Segment Start: Records for the task

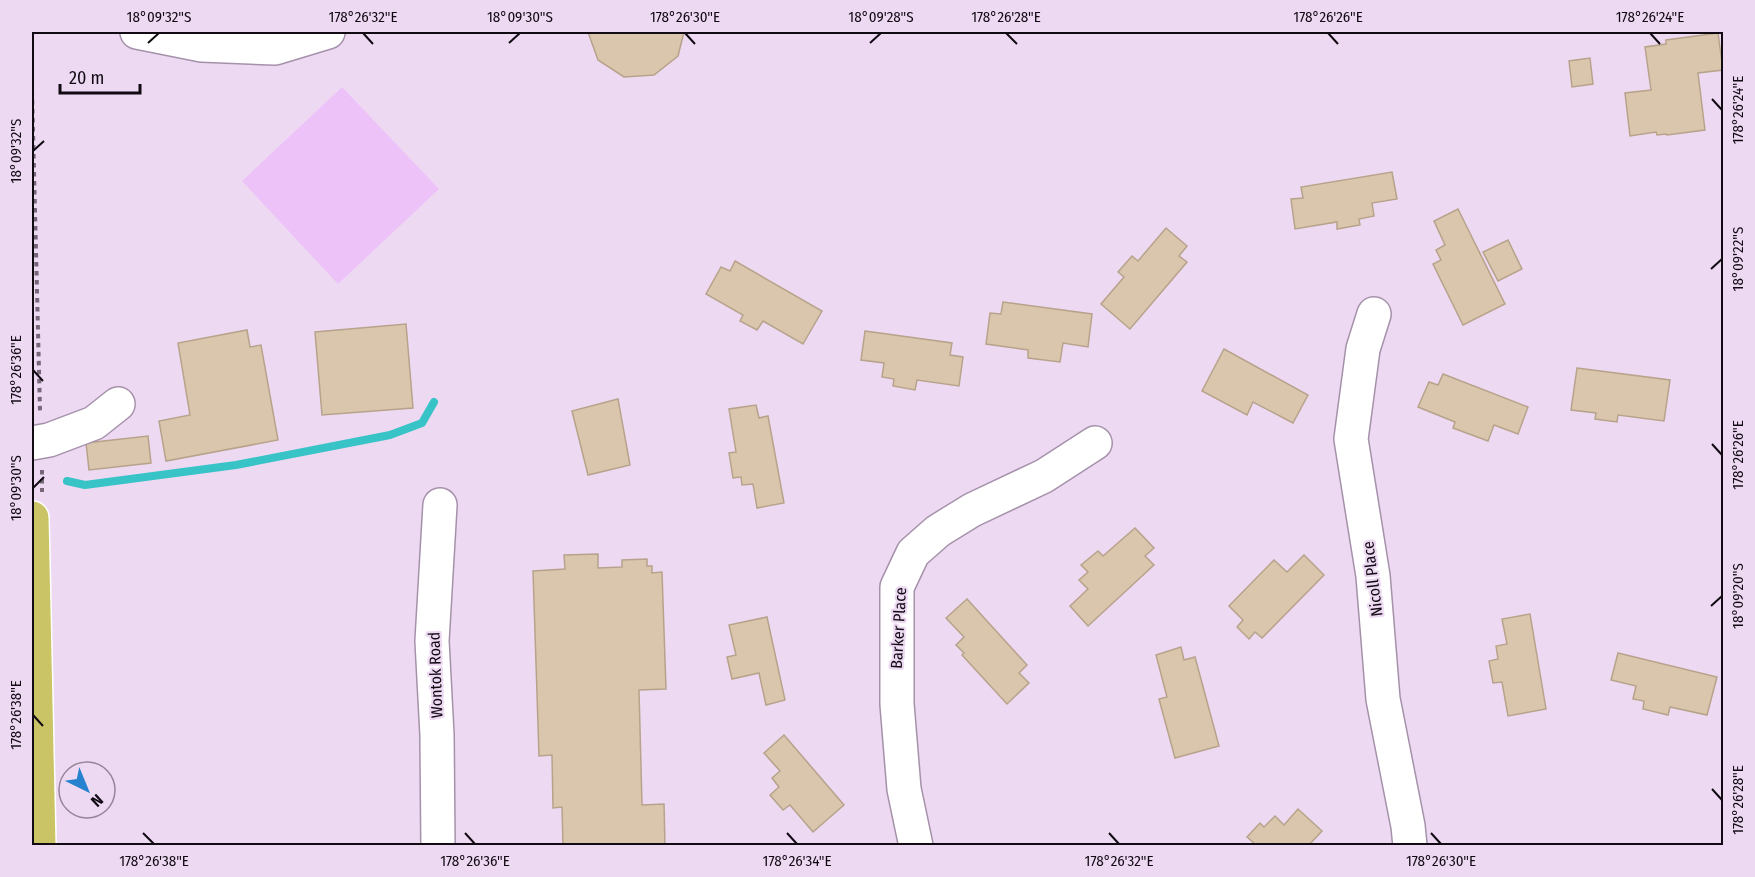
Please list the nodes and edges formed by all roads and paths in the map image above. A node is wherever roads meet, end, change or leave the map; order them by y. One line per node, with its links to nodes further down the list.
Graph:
1 (137, 32): 2 (street)
2 (328, 32)
3 (1374, 314): 12 (street, Nicoll Place)
4 (118, 404): 5 (street)
5 (32, 443)
6 (1095, 443): 11 (street, Barker Place)
7 (440, 505): 10 (street, Wontok Road)
8 (32, 518): 9 (main road)
9 (39, 846)
10 (438, 846)
11 (916, 846)
12 (1410, 846)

Segment End: Records for the task

Problem details: When copying the records, reproduce every entry exactly and omit all pictures.

Result:
Please list the nodes and edges formed by all roads and paths in the map image above. A node is wherever roads meet, end, change or leave the map; order them by y. One line per node, with its links to nodes further down the list.
Graph:
1 (137, 32): 2 (street)
2 (328, 32)
3 (1374, 314): 12 (street, Nicoll Place)
4 (118, 404): 5 (street)
5 (32, 443)
6 (1095, 443): 11 (street, Barker Place)
7 (440, 505): 10 (street, Wontok Road)
8 (32, 518): 9 (main road)
9 (39, 846)
10 (438, 846)
11 (916, 846)
12 (1410, 846)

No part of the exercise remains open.